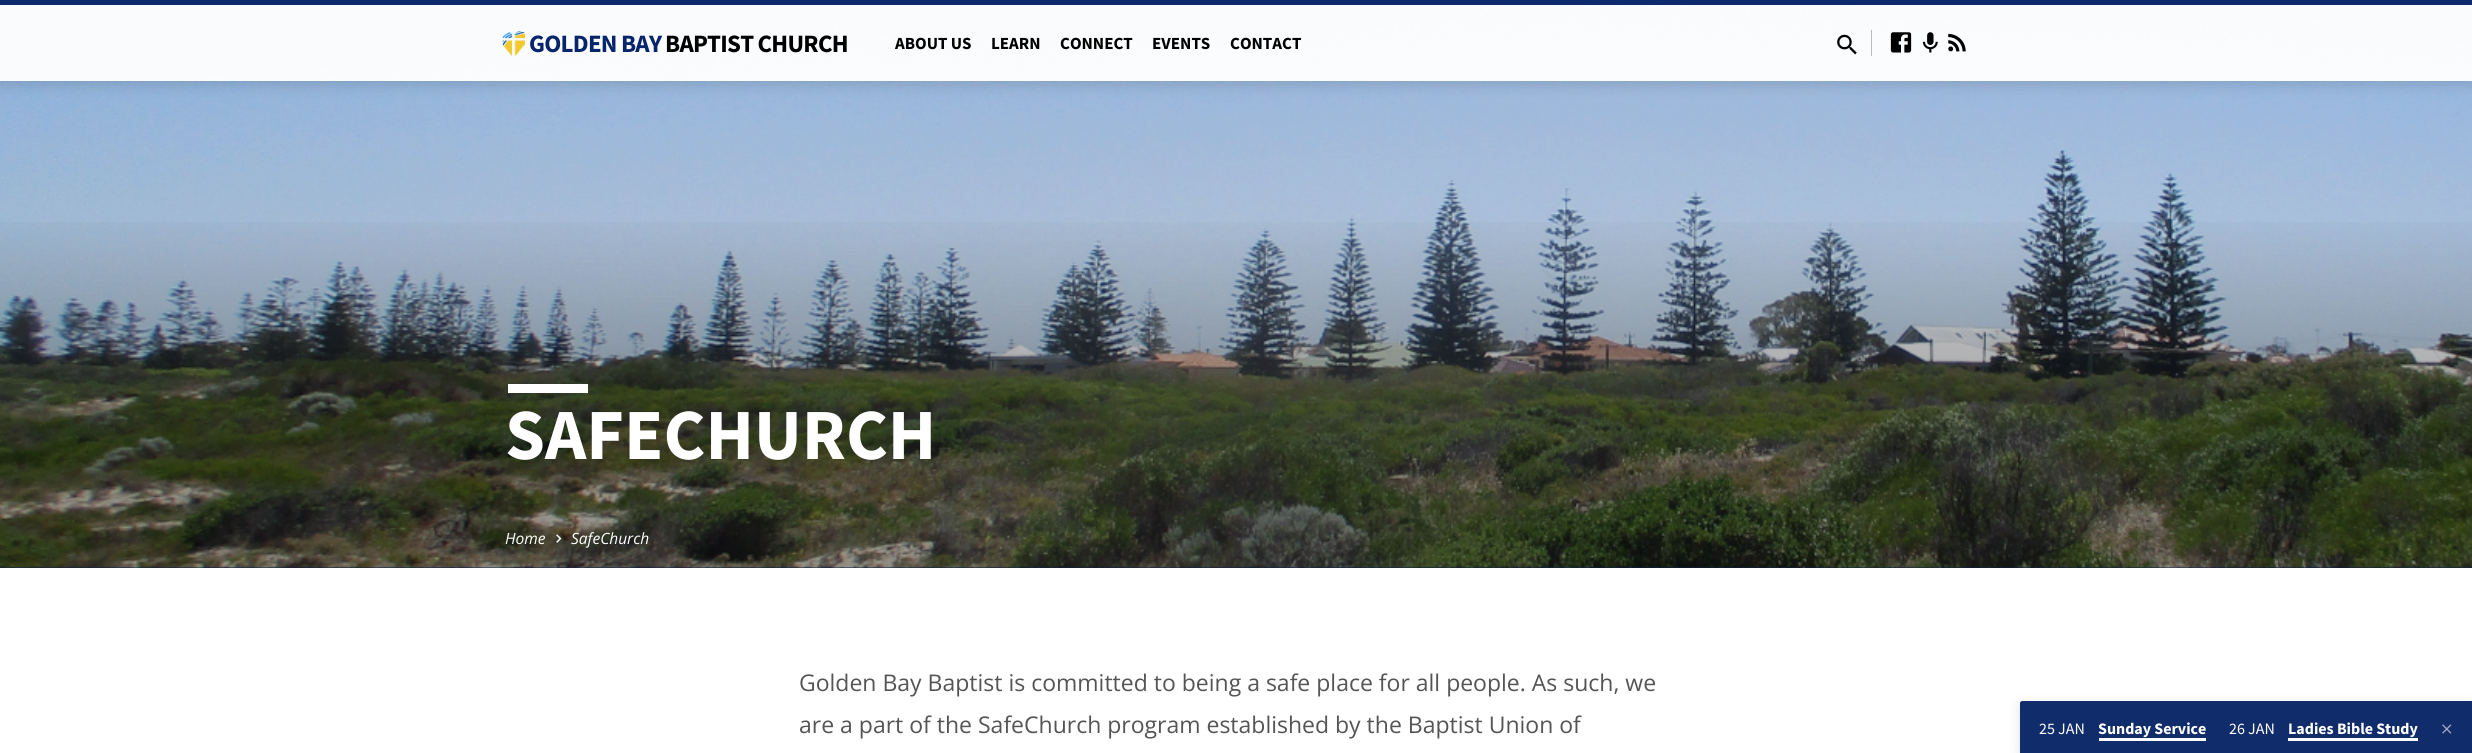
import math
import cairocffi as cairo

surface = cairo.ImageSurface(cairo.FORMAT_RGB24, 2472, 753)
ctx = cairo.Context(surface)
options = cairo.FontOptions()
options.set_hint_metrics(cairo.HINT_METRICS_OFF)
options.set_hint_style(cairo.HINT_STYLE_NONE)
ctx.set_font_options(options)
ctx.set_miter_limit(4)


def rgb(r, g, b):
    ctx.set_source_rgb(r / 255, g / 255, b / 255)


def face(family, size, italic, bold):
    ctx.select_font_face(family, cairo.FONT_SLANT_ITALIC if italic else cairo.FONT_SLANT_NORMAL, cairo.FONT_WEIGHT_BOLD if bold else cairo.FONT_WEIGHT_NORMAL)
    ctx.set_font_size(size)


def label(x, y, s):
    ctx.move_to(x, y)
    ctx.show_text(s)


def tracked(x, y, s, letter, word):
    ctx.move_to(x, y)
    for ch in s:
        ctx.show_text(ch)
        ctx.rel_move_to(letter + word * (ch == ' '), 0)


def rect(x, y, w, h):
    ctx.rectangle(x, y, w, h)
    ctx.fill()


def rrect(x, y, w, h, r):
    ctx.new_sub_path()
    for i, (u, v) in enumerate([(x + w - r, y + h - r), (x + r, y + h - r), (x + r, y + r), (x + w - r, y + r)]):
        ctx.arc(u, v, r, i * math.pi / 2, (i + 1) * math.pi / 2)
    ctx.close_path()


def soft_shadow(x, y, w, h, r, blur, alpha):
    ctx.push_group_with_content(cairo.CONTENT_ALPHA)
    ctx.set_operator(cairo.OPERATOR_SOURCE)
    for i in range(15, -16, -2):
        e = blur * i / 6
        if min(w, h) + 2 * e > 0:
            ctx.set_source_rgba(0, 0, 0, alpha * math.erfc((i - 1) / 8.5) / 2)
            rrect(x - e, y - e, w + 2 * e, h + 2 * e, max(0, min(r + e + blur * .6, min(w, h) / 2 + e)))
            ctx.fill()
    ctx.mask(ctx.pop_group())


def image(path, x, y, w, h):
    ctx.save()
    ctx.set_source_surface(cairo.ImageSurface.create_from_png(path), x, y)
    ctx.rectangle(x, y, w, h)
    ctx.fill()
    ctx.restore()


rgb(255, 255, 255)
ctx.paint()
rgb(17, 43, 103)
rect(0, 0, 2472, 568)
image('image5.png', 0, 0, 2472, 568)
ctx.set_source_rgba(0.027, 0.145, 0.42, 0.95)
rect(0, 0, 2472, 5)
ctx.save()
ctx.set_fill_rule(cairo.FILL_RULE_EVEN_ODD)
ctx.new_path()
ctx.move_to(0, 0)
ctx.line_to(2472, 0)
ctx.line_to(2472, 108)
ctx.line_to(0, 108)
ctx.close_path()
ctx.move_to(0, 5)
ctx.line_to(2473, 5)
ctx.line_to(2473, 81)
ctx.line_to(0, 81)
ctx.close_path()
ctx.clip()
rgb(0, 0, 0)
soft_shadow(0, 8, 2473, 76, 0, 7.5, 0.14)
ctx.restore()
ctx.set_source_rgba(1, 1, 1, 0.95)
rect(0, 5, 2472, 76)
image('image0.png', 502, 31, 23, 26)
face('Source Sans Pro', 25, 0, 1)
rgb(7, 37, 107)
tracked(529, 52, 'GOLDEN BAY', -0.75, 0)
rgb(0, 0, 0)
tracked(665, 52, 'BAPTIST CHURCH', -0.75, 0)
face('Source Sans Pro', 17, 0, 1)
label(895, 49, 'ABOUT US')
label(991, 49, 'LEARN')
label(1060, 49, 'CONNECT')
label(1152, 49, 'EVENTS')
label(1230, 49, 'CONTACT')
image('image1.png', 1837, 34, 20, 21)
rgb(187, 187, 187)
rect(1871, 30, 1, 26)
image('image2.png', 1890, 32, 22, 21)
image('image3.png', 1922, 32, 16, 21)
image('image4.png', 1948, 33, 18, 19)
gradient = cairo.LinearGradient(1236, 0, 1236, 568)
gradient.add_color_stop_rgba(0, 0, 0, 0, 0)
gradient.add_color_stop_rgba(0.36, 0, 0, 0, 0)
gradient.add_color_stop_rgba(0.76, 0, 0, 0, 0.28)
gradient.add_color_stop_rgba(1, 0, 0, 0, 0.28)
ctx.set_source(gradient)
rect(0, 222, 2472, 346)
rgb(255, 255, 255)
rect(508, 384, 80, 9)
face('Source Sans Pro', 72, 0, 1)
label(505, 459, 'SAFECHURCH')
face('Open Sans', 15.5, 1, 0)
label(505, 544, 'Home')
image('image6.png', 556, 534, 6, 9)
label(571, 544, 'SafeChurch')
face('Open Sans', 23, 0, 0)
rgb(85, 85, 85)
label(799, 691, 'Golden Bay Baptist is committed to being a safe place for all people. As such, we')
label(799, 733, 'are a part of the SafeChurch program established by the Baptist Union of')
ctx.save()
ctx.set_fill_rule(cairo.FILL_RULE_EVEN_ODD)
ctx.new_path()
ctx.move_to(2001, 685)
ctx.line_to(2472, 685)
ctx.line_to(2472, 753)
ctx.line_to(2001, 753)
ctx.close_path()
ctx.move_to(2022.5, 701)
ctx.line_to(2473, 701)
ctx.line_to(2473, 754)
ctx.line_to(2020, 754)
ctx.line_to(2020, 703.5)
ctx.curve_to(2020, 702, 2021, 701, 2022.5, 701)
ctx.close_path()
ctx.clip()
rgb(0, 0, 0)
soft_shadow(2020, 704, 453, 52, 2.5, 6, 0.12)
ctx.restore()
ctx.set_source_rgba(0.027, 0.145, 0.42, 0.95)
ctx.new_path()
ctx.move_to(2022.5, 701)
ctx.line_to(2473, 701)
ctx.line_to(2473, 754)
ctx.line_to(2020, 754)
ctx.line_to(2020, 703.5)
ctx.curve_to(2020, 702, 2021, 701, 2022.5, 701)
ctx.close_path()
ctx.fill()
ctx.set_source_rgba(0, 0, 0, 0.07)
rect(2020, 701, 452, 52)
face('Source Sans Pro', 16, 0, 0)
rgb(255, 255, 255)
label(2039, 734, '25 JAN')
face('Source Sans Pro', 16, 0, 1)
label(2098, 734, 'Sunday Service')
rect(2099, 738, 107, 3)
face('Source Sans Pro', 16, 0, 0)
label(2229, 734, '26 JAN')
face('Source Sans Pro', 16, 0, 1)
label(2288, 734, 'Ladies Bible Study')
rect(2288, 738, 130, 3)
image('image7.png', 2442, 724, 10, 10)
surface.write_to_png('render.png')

## INSTRUCTIONS FOR THE TASK
Please say how many lines in the records contain the word "ImageSurface", and give only that number.

## RESULT
2